• **WORK REQUEST**
Go through the records and copy each line where the word "pixels" occurs.

::: DATA SUPPLIED

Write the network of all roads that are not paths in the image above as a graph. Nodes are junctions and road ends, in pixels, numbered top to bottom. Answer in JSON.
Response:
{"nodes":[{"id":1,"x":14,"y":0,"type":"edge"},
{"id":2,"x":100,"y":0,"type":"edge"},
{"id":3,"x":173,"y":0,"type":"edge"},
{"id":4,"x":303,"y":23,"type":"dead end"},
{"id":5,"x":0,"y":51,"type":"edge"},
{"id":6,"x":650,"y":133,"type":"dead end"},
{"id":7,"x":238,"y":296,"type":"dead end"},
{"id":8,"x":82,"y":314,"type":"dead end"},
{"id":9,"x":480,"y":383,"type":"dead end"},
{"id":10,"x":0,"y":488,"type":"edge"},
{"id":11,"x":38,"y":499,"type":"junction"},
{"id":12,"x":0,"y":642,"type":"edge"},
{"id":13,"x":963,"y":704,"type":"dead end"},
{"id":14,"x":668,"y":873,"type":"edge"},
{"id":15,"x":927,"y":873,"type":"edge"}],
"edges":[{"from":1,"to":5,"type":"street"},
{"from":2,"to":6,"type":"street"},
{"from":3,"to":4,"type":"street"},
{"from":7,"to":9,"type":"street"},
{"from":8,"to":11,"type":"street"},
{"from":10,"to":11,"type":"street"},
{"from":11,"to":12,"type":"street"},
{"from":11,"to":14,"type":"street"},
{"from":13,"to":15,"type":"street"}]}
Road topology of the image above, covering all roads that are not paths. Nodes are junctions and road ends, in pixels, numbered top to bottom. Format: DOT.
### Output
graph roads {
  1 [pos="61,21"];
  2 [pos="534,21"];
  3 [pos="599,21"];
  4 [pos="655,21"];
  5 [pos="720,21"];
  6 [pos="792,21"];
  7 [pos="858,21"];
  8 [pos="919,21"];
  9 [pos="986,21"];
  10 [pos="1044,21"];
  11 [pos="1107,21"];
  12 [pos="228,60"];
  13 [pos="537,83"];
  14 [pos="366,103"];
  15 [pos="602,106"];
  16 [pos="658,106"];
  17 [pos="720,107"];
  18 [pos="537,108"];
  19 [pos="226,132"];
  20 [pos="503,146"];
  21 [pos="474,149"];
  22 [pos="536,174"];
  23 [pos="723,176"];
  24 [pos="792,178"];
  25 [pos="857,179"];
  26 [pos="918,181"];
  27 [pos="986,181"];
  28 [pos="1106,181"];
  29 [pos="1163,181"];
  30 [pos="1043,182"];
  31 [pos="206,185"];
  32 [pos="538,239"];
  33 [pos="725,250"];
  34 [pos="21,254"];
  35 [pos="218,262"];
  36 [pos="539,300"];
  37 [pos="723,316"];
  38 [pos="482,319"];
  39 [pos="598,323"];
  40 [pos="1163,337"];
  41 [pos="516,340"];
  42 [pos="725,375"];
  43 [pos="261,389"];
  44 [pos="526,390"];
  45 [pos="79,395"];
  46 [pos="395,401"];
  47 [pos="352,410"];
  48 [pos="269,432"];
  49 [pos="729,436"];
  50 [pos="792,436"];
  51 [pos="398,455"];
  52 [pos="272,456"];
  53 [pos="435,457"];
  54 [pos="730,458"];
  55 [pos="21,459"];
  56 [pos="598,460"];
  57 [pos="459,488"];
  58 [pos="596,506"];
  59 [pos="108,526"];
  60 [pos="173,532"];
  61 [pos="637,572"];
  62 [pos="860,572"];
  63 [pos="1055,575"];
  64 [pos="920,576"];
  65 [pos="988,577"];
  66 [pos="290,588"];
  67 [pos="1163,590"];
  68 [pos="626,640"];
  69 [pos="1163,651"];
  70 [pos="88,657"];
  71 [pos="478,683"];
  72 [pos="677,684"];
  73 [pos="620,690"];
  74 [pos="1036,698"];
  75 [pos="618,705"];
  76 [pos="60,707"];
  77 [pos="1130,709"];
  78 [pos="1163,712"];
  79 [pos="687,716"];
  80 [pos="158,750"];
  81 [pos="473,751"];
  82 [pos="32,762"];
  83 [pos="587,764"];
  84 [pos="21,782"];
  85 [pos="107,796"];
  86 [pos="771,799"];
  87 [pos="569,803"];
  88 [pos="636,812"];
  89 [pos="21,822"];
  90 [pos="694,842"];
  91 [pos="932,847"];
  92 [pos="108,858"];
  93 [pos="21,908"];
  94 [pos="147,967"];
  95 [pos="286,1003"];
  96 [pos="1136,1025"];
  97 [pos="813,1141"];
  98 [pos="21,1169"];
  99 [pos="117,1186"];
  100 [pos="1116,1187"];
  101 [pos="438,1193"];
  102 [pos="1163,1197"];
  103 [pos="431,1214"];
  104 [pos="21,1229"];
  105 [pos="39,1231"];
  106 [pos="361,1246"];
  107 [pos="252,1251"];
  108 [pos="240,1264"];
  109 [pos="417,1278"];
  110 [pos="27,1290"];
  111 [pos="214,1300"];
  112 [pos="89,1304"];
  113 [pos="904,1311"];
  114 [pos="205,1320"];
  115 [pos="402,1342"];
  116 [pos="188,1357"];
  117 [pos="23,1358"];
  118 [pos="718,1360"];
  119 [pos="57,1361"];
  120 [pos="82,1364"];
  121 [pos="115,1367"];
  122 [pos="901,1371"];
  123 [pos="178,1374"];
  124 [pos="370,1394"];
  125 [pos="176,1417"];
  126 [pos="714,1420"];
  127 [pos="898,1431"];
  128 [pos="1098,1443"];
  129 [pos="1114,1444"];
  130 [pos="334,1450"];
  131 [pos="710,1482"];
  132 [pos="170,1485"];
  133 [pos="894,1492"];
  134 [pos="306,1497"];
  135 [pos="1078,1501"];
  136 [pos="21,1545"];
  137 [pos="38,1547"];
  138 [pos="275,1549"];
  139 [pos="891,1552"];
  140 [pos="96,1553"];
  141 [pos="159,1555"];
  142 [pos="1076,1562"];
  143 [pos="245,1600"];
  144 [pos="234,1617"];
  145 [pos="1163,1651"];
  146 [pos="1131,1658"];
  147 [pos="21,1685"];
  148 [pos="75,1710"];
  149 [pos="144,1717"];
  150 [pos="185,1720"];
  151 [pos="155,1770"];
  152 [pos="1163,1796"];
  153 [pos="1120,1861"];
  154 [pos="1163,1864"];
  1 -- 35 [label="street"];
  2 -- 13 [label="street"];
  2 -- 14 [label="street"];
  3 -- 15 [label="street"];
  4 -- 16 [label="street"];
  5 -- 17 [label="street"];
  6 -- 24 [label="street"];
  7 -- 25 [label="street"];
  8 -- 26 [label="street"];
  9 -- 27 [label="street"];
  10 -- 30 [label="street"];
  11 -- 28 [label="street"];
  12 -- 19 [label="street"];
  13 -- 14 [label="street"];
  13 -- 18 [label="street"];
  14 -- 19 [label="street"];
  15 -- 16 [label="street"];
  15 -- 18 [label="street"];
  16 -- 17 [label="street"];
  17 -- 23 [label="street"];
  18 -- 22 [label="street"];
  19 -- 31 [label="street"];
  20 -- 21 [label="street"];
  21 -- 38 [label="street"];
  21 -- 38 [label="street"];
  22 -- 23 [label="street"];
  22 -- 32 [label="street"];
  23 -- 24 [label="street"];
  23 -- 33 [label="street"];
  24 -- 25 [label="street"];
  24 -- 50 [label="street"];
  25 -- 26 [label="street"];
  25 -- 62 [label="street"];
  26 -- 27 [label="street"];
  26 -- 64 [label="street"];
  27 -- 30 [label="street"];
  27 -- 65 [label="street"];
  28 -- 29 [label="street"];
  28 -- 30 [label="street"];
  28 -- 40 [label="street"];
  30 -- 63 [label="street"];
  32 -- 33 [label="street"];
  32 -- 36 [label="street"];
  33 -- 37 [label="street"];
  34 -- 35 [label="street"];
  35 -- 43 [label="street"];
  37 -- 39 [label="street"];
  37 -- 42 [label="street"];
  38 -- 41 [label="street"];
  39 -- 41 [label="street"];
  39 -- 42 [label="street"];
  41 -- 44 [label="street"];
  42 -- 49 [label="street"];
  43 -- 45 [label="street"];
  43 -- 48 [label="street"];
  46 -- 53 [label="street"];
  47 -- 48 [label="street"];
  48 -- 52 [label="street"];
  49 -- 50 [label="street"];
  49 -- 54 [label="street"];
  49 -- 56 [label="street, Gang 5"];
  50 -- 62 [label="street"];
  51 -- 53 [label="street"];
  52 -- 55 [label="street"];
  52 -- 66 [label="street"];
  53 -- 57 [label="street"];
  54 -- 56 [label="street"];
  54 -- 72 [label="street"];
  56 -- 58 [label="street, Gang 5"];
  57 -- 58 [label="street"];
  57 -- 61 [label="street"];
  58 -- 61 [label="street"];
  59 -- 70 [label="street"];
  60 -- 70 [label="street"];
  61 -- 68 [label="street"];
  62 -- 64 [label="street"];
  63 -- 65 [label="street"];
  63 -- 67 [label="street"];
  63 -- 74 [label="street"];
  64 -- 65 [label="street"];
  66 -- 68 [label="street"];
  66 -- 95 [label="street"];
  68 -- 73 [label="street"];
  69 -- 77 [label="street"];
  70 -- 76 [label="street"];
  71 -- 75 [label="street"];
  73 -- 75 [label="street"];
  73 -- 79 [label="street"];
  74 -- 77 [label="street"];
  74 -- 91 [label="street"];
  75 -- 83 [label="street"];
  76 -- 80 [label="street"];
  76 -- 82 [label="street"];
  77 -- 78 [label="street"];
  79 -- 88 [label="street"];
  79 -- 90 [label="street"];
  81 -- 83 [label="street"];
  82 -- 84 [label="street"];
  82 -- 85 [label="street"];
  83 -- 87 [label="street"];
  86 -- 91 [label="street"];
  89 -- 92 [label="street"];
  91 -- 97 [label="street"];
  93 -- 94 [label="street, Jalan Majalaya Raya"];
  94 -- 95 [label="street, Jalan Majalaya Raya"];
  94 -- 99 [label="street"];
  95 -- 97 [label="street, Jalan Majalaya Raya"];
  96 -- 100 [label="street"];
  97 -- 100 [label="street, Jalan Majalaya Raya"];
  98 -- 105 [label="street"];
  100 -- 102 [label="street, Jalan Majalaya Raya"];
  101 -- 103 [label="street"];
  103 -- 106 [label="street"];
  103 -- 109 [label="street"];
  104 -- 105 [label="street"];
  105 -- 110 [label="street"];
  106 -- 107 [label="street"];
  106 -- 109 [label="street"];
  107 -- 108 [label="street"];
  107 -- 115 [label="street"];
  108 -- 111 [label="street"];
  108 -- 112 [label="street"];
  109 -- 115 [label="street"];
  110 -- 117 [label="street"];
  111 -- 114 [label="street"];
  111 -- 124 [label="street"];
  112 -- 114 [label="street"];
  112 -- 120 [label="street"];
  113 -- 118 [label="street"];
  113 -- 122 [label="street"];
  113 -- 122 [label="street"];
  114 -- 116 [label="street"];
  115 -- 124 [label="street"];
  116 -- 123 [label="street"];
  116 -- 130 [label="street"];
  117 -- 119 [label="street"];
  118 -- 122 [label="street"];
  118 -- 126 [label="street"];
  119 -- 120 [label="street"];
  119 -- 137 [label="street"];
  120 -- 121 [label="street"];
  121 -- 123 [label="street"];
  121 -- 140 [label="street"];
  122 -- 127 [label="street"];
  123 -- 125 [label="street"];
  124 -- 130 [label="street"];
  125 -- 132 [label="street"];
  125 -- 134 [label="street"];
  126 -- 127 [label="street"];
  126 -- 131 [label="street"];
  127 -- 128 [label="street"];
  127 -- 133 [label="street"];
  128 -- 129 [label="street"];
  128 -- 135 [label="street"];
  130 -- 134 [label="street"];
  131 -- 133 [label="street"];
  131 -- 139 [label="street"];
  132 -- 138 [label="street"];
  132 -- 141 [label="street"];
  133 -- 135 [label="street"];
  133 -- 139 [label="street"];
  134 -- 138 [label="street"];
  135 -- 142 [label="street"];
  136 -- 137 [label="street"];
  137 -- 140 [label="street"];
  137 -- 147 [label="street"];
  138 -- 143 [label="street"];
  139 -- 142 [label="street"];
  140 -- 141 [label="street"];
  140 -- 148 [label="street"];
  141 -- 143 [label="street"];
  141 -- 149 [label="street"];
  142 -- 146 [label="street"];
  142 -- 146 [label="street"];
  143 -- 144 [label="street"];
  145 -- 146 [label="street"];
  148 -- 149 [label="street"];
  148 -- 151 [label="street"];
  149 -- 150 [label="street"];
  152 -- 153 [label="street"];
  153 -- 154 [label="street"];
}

::::::

• **EXERCISE RESPONSE**
Write the network of all roads that are not paths in the image above as a graph. Nodes are junctions and road ends, in pixels, numbered top to bottom. Answer in JSON.
Road topology of the image above, covering all roads that are not paths. Nodes are junctions and road ends, in pixels, numbered top to bottom. Format: DOT.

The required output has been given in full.